══ DATASET EXTRACT ══

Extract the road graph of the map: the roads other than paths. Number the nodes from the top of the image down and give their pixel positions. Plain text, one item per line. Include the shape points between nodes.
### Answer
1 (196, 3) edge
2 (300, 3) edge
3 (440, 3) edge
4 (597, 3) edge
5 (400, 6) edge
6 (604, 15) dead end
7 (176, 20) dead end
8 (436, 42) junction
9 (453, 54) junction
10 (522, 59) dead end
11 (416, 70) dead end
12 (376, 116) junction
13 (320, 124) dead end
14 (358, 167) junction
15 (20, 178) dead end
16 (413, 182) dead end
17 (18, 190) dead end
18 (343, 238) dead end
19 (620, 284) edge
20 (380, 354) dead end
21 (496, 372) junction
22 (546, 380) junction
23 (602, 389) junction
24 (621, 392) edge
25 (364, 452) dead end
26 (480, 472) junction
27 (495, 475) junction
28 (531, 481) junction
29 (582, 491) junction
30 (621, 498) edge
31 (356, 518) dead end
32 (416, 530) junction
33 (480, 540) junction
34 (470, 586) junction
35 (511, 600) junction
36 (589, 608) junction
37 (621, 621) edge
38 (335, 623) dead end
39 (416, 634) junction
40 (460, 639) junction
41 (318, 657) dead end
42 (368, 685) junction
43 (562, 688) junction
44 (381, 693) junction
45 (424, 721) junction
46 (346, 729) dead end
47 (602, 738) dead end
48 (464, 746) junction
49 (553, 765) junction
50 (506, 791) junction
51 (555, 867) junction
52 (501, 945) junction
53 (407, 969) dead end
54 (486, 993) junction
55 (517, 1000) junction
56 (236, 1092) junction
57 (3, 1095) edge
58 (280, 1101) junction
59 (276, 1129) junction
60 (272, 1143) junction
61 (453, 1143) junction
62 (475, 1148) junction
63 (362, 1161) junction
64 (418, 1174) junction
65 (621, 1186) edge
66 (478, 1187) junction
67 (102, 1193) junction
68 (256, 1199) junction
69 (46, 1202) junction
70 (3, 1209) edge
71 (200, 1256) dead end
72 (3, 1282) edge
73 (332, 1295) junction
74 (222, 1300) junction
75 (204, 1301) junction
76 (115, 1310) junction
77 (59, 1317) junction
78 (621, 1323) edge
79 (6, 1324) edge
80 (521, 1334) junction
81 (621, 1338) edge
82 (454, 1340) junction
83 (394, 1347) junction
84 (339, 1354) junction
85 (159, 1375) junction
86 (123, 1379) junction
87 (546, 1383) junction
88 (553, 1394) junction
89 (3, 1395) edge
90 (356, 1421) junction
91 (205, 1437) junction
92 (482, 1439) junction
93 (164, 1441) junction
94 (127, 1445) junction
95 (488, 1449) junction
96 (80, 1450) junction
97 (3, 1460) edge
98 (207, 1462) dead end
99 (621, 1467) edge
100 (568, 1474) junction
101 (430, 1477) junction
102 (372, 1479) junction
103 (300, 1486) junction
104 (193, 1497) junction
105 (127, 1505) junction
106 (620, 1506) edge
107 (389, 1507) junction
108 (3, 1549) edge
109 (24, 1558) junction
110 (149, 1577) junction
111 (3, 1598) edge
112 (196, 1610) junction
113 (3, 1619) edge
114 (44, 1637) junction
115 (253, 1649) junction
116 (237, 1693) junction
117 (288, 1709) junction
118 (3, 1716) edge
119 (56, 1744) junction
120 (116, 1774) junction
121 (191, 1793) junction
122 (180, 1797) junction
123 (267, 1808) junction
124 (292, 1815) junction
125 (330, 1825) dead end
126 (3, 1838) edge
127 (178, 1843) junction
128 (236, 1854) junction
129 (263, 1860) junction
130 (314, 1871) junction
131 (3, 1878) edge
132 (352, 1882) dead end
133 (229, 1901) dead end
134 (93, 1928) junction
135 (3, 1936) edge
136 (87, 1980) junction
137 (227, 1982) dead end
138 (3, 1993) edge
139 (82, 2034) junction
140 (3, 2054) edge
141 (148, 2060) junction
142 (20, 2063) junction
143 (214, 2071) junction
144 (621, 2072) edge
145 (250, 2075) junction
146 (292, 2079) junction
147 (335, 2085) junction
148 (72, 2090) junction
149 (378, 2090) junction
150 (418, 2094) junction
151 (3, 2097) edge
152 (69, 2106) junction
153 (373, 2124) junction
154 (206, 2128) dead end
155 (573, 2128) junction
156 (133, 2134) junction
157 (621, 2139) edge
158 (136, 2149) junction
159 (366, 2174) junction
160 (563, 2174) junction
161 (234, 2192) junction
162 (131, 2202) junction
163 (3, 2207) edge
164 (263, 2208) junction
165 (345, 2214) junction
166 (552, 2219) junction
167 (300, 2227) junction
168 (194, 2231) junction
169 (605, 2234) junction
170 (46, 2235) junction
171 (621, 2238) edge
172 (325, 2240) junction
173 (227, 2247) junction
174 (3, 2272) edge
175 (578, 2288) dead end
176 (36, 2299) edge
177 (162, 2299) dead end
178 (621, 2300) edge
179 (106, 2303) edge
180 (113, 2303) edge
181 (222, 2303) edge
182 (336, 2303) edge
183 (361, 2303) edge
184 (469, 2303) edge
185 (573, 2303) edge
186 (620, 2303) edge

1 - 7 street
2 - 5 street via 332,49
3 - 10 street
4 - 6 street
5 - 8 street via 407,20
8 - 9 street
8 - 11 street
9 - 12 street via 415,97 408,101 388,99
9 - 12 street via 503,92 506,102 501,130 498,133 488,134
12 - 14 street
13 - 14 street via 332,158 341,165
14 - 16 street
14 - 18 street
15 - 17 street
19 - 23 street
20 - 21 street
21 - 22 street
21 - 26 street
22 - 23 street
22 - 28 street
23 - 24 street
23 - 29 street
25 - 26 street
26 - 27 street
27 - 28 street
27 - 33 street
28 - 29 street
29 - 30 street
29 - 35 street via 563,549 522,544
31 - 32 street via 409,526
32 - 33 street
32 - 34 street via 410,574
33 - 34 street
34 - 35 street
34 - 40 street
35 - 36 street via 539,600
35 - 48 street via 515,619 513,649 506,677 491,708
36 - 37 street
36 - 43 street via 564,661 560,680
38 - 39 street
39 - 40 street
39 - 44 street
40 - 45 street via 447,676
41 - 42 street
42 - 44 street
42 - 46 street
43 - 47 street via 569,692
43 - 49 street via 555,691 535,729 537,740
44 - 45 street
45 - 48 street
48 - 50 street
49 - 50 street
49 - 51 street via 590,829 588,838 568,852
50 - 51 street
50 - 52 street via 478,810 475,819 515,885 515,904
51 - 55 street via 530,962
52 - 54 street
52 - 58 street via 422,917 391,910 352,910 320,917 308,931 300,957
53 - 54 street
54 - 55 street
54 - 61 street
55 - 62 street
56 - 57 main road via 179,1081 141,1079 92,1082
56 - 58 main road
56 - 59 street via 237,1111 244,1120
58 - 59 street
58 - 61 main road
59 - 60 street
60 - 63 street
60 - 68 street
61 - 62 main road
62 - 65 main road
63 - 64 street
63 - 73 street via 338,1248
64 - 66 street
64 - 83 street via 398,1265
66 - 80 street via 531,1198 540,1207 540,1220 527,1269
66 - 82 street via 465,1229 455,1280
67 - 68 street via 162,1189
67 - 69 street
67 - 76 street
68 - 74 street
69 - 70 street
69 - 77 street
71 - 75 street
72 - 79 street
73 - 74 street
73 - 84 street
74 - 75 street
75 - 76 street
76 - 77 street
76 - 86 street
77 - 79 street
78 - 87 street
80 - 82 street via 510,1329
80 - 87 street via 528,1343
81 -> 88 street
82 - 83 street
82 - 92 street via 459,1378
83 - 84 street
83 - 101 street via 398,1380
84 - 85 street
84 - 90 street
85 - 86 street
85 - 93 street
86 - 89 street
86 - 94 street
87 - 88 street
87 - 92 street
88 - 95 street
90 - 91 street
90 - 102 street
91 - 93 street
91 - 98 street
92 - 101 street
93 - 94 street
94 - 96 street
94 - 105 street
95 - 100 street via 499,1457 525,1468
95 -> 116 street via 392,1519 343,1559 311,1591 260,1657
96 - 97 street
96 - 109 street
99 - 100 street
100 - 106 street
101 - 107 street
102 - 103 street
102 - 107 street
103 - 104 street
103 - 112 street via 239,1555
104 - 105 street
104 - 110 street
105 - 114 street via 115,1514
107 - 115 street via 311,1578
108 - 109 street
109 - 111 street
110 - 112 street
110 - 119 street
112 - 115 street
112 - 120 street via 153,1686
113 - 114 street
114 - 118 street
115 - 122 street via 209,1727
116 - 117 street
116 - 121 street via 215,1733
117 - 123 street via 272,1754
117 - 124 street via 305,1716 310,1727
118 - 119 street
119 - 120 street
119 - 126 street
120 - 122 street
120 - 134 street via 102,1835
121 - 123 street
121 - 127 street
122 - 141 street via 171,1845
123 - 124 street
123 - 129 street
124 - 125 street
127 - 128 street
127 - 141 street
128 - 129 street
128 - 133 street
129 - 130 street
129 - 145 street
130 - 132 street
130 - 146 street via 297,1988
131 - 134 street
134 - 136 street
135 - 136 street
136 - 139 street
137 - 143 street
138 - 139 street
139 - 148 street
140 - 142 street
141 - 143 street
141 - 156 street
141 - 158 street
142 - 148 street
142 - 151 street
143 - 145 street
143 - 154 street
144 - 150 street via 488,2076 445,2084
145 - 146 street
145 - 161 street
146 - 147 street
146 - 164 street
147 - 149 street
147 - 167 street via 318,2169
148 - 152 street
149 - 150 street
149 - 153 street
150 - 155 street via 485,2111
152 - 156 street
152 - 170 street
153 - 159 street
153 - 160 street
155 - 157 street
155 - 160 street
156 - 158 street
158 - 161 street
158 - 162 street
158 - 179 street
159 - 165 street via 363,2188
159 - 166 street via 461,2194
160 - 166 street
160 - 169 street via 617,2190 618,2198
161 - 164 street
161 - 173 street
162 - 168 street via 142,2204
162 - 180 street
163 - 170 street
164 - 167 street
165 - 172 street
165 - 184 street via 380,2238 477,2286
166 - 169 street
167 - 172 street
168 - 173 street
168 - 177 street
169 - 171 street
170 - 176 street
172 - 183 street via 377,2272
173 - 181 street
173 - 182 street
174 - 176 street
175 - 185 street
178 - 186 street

═══

TASK ITEM: Every line that contains the string "main" should be copied from the records.

RESULT FOR THIS EXERCISE:
56 - 57 main road via 179,1081 141,1079 92,1082
56 - 58 main road
58 - 61 main road
61 - 62 main road
62 - 65 main road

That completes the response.